Review by Brian Orndorf | posted November 17, 2006 | E-mail the Author
As the film "Home for Purim" commences shooting, the mood on the set is indifferent at best. When word is posted on a Hollywood gossip website that the picture might result in an Academy Award nomination for its leading lady, Marilyn Hack (Catherine O'Hara), the atmosphere on the set explodes; the whole production swept up in the euphoric, back-stabbing Oscar hysteria that turns a little indie film nobody is paying attention to into a publicity juggernaut.

"For Your Consideration" might come as a surprise to anyone with great affection for the work Christopher Guest and his comedy troupe have been doing since 1997. While all the participants are accounted for here, "Consideration" is not the traditional "mockumentary" cinema that Guest has perfected over the last ten years (20, if you count "Spinal Tap").

"Consideration" is actually a mild, straight arrow, narrative-lead comedy. It's a satire of Hollywood and insecurities, and those are tricky waters to navigate. Nobody is worse at satirizing Hollywood than Hollywood itself. Ditching his normal modus operandi and returning to his "Big Picture" roots, Guest doesn't go for the industry jugular, but tap dances around its fringe nastiness and stupidity. It's a simplistic satire, but the targets that Guest and co-screenwriter Eugene Levy pursue are long overdue for a little razzing.

Split into two sections, "Consideration" first observes life on the set of "Purim," a low-budget drama with a cast of has-beens looking more to make rent than to satisfy any artistic yearnings. Guest and Levy have a lot of fun with the personalities on the set, using O'Hara as the emotional core for the loonies that are trying to put this film together and eventually sell it. There's a flamboyantly gay makeup man (Ed Begley Jr.), a clueless producer (Jennifer Coolidge), frustrated writers (Bob Balaban and Michael McKean), cautious studio suits (Ricky Gervais and Larry Miller), a dim-witted studio publicist (John Michael Higgins), agents (Levy), jealous actors (Parker Posey, Harry Shearer), and a director (Guest) watching it all unfold from behind his monitor.

Of course, poking fun at actor anxiety is a lot like shooting fish in a barrel. Guest and Levy take the backdoor into the comedy, not ripping these characters apart, but tearing them down slowly and publicly, until they're reduced to their most humiliated and primal fame-hungry selves. It's a bittersweet blend of pleasure and pain to watch Hack and her co-stars rocket from professional indifference to parasitical excess as they get the salty taste of Oscar glory, and, at the core of it all, a treasured dollop of attention.
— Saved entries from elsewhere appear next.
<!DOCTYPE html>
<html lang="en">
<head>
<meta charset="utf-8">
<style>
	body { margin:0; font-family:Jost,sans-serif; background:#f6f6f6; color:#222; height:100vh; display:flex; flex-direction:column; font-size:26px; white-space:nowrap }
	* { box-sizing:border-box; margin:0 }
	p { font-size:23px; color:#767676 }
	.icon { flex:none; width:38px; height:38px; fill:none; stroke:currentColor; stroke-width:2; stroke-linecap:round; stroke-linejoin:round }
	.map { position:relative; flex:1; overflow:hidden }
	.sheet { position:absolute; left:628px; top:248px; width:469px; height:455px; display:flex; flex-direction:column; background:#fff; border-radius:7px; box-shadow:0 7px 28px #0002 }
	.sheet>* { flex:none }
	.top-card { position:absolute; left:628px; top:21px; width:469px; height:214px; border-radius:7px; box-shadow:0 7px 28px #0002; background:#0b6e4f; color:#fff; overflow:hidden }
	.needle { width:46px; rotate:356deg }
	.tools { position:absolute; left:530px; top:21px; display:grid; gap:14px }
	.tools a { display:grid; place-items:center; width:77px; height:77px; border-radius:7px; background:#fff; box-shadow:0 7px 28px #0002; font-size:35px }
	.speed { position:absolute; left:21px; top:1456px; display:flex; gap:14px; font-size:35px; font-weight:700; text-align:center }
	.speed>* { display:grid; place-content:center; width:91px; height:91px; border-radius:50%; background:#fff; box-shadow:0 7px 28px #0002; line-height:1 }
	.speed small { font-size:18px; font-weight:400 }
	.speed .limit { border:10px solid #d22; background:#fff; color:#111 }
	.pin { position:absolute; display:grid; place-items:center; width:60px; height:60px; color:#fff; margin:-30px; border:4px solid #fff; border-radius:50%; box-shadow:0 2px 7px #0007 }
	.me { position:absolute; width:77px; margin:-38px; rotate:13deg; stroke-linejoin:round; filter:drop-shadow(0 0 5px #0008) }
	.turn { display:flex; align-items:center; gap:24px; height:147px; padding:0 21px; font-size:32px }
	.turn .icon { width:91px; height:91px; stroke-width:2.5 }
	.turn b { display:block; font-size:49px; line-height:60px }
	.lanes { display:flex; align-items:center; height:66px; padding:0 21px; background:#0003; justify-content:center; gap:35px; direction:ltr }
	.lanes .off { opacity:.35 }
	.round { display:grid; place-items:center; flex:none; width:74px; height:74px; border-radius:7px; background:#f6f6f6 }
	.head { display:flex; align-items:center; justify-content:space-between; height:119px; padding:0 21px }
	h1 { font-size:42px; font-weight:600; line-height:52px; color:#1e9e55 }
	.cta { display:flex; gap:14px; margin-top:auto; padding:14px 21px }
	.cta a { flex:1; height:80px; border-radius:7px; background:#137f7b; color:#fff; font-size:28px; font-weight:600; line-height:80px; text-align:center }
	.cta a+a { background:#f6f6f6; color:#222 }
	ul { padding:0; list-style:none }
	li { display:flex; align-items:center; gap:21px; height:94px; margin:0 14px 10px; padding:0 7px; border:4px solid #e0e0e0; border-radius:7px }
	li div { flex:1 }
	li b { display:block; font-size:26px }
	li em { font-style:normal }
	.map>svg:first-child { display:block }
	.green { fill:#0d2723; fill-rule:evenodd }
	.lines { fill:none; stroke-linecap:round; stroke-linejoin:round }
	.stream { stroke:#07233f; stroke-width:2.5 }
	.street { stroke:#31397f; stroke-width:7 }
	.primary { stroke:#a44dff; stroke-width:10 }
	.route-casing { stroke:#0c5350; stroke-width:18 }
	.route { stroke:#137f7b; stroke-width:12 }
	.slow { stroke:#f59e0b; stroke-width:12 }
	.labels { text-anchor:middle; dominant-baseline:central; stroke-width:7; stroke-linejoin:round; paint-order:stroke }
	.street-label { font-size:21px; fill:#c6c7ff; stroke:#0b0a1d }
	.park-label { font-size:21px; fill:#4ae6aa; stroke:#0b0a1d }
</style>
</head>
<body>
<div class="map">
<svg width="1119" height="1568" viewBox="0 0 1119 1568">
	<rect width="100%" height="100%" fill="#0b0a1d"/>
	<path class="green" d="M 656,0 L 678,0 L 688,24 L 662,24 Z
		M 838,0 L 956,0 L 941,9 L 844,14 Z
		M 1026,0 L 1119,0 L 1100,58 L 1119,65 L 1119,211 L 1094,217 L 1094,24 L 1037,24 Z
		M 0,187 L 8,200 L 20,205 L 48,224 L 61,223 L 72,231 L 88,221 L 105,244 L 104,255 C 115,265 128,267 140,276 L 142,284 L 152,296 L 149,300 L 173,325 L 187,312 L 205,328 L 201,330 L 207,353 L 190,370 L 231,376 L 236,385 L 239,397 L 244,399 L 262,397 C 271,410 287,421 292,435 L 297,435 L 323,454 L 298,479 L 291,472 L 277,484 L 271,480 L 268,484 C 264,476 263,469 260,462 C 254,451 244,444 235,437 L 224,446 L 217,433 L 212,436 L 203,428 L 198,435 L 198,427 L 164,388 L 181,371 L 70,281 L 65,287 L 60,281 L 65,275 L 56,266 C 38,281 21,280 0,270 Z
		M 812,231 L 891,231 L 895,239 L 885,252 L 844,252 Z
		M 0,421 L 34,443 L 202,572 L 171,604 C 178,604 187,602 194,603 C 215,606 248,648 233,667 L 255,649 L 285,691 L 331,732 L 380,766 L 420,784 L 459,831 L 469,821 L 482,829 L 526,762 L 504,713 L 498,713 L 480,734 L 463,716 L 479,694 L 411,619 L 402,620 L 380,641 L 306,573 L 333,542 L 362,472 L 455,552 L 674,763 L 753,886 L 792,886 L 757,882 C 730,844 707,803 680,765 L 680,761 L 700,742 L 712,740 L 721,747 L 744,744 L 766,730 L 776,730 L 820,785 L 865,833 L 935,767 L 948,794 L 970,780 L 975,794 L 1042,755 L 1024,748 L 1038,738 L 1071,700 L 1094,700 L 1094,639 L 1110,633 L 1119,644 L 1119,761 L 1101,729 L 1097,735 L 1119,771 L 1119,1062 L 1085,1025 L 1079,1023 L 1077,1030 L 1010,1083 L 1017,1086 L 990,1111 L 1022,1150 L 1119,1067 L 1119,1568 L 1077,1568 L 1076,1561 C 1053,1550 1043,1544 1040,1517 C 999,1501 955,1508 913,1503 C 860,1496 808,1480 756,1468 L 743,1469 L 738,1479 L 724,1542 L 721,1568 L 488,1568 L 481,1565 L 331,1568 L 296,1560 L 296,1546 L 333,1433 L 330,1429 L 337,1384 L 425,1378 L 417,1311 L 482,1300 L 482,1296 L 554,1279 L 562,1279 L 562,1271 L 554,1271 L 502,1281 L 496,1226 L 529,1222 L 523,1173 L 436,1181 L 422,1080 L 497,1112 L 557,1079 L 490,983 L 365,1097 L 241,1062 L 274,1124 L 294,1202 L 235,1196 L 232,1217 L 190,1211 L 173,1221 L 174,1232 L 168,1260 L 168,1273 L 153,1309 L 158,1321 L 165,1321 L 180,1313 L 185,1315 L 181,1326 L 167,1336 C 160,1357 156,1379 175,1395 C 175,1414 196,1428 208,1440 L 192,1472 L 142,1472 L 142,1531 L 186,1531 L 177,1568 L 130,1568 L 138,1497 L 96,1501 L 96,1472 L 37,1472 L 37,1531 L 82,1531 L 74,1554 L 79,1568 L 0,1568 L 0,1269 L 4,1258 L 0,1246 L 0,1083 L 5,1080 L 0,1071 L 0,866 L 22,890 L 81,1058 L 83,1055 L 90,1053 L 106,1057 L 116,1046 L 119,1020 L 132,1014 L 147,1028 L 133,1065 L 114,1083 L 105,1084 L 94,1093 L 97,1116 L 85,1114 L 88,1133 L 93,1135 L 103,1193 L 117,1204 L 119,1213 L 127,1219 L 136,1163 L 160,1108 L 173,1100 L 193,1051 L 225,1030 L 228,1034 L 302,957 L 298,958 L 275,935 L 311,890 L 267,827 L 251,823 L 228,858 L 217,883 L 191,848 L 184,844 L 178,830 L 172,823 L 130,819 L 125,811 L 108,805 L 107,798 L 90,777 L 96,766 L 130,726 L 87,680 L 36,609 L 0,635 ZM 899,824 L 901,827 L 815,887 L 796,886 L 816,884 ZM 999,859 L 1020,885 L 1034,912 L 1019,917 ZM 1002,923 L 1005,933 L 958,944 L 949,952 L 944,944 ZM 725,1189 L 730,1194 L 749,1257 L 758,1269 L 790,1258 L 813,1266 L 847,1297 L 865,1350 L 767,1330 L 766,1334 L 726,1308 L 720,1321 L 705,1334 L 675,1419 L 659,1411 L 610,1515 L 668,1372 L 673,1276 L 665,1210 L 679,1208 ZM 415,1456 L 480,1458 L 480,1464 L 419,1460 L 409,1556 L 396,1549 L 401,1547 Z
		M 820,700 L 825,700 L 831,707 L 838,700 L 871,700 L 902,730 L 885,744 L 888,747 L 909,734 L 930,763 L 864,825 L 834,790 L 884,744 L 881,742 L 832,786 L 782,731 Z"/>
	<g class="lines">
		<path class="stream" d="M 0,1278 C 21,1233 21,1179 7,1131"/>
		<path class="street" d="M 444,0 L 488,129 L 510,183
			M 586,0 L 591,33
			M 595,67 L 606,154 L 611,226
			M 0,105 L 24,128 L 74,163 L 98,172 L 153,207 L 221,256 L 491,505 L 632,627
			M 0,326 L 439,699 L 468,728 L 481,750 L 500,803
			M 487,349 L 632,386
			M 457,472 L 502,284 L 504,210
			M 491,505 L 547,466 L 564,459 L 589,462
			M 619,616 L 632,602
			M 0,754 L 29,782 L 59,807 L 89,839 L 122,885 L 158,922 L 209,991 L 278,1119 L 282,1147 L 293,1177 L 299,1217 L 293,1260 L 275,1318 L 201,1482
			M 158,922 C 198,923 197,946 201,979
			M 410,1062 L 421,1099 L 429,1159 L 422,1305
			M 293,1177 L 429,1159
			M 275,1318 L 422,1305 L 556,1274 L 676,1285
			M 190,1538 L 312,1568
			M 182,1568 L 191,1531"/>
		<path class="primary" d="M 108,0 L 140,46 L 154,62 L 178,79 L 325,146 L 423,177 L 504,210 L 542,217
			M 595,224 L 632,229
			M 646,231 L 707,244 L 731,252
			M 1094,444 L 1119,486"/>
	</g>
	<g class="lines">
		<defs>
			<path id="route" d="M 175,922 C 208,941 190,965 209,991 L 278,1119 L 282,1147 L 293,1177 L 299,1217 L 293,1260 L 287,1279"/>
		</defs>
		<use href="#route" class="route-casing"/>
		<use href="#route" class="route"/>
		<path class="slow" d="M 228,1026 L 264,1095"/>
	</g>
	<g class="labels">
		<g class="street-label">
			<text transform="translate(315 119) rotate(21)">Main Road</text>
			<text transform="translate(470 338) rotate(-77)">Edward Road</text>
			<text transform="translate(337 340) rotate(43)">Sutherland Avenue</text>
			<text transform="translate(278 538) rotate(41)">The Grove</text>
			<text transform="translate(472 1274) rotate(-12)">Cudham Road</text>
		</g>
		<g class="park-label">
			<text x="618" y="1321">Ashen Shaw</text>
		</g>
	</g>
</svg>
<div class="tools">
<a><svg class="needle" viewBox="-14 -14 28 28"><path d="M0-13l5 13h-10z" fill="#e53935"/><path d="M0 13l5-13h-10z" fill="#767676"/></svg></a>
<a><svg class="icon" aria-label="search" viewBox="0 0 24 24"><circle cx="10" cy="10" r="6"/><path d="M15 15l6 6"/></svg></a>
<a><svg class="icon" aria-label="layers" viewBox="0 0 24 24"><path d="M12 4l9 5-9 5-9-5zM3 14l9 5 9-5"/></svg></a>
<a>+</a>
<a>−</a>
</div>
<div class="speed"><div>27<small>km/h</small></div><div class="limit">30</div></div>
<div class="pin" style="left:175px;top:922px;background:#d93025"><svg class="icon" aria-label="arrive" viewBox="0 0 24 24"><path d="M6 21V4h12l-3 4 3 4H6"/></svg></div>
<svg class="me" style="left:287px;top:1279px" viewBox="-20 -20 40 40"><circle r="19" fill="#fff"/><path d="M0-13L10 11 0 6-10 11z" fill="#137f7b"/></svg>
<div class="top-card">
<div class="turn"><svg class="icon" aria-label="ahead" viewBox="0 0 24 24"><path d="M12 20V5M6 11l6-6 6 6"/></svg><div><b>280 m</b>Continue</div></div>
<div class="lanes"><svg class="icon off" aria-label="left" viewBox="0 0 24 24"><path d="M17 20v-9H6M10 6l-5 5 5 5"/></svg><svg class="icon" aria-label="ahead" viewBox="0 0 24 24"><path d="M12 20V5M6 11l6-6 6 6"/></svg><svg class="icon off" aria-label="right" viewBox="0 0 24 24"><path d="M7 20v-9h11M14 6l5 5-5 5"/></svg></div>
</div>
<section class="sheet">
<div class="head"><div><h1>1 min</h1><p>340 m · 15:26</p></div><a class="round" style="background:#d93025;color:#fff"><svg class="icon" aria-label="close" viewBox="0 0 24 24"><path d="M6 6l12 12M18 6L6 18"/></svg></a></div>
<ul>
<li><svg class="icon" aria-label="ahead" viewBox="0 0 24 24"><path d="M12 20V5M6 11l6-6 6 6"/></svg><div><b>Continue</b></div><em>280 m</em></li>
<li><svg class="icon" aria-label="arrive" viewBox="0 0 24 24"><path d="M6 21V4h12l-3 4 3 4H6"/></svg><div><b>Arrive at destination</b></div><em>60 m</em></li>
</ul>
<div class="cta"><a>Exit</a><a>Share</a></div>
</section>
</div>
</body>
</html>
The second half of "Consideration" takes on the world of publicity, as the "Purim" cast whore themselves out to drum the Oscar beat. This marks Fred Willard's entrance into the picture, playing a Billy Bush-type entertainment show knucklehead, topped off with a fake bake, a fauxhawk, and an earring. Willard is a scream here (no shock there), and ushers in a harder punch of comedy. As the zealous cast overcooks their cosmetic surgery, guest on TRL-like shows they have no business being on, and essentially sell their souls for a splinter of fame, "Consideration" again manages to side-step convention and find corners of the industry (including great riffs on Charlie Rose and Jimmy Kimmel style of talk shows) to mine for clever material.
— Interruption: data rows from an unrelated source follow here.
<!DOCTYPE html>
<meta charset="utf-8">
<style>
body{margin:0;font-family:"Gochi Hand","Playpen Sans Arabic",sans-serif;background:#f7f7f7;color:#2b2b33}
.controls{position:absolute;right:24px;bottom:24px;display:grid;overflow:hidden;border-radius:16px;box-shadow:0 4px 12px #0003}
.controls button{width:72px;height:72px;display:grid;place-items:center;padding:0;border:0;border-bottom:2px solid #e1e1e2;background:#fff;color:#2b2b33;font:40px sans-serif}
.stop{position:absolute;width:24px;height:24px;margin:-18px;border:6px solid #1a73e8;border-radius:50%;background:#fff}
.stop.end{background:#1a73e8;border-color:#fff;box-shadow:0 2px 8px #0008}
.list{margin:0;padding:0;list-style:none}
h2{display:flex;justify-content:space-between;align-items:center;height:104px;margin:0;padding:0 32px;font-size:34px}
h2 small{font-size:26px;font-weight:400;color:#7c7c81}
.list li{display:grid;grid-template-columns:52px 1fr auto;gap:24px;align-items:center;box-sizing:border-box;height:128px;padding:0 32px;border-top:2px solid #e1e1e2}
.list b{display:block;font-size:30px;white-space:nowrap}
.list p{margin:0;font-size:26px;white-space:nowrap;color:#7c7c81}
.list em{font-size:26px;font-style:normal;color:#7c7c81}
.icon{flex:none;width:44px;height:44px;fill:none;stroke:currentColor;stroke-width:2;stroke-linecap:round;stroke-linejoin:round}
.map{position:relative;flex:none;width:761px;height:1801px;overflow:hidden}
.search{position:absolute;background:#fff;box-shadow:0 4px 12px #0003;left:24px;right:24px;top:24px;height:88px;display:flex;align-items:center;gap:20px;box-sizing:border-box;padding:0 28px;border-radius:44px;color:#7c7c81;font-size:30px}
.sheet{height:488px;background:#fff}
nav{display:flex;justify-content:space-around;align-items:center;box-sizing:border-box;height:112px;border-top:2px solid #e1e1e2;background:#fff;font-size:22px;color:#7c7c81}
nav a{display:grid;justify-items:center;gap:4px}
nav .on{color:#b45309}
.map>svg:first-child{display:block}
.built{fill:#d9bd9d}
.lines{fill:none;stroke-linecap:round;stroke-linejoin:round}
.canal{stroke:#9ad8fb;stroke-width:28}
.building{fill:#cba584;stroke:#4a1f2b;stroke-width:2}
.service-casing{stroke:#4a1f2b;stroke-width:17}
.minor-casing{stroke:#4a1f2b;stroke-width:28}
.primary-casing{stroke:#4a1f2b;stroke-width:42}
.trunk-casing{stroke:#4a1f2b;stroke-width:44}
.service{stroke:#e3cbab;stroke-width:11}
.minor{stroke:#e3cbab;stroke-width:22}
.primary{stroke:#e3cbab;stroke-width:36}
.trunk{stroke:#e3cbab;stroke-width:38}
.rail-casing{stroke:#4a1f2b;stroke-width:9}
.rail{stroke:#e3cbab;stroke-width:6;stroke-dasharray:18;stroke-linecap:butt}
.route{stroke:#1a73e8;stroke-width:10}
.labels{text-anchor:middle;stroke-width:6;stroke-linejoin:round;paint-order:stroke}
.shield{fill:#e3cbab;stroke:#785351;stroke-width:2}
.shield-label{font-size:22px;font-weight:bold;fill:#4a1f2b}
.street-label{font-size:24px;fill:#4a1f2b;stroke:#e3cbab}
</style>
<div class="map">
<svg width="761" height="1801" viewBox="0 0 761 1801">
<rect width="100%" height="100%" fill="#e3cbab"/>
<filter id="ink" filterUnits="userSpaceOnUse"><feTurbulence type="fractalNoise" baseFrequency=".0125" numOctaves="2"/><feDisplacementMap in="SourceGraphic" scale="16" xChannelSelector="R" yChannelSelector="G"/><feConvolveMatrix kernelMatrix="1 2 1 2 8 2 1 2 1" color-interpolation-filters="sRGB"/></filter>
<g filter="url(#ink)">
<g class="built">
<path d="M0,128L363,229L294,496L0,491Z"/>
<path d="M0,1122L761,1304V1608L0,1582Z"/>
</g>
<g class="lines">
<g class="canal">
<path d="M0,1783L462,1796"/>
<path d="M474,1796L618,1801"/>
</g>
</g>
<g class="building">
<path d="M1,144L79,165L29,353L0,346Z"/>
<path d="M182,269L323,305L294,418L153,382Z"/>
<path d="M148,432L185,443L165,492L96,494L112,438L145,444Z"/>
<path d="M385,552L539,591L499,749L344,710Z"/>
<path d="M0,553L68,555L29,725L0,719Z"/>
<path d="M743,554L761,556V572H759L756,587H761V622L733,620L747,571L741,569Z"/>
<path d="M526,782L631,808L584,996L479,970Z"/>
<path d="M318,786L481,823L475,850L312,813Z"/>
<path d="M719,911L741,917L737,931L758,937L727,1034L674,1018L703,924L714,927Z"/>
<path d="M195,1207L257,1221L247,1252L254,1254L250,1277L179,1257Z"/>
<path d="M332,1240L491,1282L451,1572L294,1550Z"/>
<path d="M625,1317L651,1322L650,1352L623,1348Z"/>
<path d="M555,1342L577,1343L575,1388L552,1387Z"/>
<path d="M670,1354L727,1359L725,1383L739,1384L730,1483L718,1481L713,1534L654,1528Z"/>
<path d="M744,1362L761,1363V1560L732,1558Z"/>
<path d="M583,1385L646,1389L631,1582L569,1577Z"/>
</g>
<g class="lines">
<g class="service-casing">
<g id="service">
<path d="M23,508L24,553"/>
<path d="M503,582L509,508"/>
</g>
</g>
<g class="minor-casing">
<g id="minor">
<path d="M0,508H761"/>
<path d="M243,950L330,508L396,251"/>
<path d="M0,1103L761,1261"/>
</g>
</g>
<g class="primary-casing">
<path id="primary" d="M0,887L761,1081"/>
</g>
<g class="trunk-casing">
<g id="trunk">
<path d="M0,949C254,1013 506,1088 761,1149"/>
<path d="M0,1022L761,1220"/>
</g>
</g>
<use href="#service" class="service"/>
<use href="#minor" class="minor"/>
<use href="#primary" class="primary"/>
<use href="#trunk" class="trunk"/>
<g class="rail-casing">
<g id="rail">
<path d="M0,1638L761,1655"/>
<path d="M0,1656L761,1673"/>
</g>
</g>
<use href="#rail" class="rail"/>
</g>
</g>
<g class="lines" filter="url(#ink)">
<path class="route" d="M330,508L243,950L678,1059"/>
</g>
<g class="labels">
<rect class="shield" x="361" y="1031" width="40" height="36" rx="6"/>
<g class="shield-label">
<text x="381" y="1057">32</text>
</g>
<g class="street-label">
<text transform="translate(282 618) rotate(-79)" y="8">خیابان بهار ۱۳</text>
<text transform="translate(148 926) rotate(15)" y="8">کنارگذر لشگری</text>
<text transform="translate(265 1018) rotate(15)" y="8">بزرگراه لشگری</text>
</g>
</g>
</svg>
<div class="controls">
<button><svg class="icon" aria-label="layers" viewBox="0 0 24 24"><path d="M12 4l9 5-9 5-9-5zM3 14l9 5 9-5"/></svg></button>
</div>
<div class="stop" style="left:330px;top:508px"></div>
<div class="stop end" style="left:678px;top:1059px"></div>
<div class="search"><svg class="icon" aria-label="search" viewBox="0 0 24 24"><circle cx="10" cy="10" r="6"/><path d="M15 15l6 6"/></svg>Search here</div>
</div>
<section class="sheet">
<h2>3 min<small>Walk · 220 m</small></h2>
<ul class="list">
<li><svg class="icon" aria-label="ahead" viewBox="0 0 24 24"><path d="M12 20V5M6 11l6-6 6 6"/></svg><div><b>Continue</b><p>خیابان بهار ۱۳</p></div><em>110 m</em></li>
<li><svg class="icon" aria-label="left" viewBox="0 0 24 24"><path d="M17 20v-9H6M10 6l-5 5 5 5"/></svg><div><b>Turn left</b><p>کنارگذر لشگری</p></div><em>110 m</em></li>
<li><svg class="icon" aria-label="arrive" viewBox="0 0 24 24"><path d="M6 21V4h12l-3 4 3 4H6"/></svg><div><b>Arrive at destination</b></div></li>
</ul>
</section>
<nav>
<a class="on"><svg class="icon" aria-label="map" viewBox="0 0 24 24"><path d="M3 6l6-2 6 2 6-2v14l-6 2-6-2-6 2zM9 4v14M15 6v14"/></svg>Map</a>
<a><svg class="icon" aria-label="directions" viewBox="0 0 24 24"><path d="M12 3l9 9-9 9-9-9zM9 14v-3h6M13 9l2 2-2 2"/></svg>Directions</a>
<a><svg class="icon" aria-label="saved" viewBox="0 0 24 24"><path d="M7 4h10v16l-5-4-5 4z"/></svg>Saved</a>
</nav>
There's no doubt that "For Your Consideration" is a supremely entertaining film, but what it doesn't hold is a towering laugh count. It almost seems an intentional move by Guest to dial down the bellylaughs in favor of incisive commentary on the film industry. The picture is certainly the least hilarious of Guest's recent output (following the soft "A Mighty Wind"), but what it lacks in giggles it makes up in a witty overview of Tinseltown lunacy.